Tim, who by this time has risen through the ranks of the Department of Justice, launches an investigation into political corruption that will eventually lead back to Palmieri. When Palmieri discovers Peter's ties to Tim, he bullies Peter into setting Tim up by putting him in touch with a bogus tipster. Tim reveals the investigation to a reporter, creating public embarrassment for the DOJ and enabling Palmieri's corrupt plan. Tim is suspended, and Peter hires him to work for him on his upcoming campaign, believing he left the DOJ. Stiles reveals the conversation that he had with Peter to Diana and she decides to divorce Peter. Shortly thereafter, Tim discovers Peter's role in getting him suspended from his job but he denies it to keep Peter's trust. Diana reveals she has filed for divorce. Tim volunteers to help the DOJ work to bring Peter down.

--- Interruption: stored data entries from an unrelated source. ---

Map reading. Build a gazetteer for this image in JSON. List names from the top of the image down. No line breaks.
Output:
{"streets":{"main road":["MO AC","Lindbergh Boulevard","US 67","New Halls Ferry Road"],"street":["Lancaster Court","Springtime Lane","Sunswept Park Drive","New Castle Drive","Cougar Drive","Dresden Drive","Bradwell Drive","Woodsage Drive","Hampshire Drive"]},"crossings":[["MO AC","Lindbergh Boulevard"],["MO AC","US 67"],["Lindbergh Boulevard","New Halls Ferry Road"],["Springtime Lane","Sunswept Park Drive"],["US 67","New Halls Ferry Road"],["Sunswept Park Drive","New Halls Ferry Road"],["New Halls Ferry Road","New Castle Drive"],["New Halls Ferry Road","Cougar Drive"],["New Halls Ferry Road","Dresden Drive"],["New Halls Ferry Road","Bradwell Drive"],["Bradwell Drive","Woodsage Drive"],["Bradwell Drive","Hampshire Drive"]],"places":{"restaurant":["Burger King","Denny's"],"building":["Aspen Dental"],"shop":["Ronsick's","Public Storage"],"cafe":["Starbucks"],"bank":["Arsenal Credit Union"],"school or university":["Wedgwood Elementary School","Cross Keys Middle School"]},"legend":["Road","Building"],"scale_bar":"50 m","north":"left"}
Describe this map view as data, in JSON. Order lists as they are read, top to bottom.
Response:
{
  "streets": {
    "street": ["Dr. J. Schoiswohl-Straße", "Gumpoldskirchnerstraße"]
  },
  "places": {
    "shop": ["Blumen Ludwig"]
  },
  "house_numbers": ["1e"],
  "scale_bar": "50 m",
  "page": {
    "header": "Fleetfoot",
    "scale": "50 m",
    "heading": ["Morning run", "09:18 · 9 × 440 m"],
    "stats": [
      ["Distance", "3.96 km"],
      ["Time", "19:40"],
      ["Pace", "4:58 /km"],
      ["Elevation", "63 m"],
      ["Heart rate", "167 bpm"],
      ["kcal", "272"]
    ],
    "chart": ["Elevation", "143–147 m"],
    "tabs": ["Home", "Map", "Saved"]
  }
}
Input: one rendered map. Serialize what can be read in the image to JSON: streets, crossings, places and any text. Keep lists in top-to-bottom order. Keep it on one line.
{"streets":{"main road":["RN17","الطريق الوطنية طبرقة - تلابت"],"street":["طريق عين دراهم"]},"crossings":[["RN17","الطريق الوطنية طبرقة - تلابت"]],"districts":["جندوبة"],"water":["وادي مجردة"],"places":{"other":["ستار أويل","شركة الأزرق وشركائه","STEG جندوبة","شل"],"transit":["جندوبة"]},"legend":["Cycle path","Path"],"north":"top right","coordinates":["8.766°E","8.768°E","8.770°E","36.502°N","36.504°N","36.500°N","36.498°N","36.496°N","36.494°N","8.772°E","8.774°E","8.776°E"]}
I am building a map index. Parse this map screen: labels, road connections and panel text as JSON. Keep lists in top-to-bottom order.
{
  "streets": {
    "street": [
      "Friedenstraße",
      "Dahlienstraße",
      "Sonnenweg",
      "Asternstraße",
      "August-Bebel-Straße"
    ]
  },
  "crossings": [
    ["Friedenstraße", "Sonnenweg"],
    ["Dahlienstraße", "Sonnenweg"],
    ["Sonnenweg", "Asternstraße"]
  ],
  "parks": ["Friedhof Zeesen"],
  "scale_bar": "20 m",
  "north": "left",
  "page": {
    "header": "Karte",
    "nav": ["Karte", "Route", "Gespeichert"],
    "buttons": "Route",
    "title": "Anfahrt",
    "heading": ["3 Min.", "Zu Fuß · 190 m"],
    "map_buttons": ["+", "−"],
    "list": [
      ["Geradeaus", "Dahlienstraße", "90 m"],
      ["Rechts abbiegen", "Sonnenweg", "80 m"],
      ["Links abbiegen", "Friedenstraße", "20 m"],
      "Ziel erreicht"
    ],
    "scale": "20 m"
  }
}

Tim works diligently to gather evidence of Peter's dealings with Palmieri. He convinces his DOJ superiors to set up surveillance in a hotel room. After Peter wins the election, he and Tim adjourn to the hotel room. Tim tries to get Peter to admit details of his shady dealings with Palmieri. Peter becomes suspicious and Tim comes clean about his role. He also tells Peter that Palmieri is being arraigned at that very moment. Peter viciously attacks Tim. When the fighting subsides and the two calm down, Tim tells Peter he has brought ruin upon himself but Peter says it was all necessary to achieve his goals.

After Peter gives his victory speech, he is arrested and charged with political corruption. The movie ends a few months later when Peter drops by Tim's apartment to drop off a case of champagne, fulfilling the bet made at the New Year's Eve party years before. Peter reveals that he will not be sworn into office, and that he has been offered immunity in exchange for testimony against Palmieri. Tim then tells Peter that he will be forced to testify against him if he does not accept the plea deal. The two have a reconciliation of sorts and go their separate ways, with Peter maintaining that his political career may not be completely ruined.

==Reception==
The film received mixed reviews.

===Box office===
Produced on a budget of $20 million, the film grossed just $418,807 in its limited theatrical run.

===In Pop Culture===

On the TV show Seinfeld, Jerry has two VHS copies of True Colors on his shelf, amongst other movies.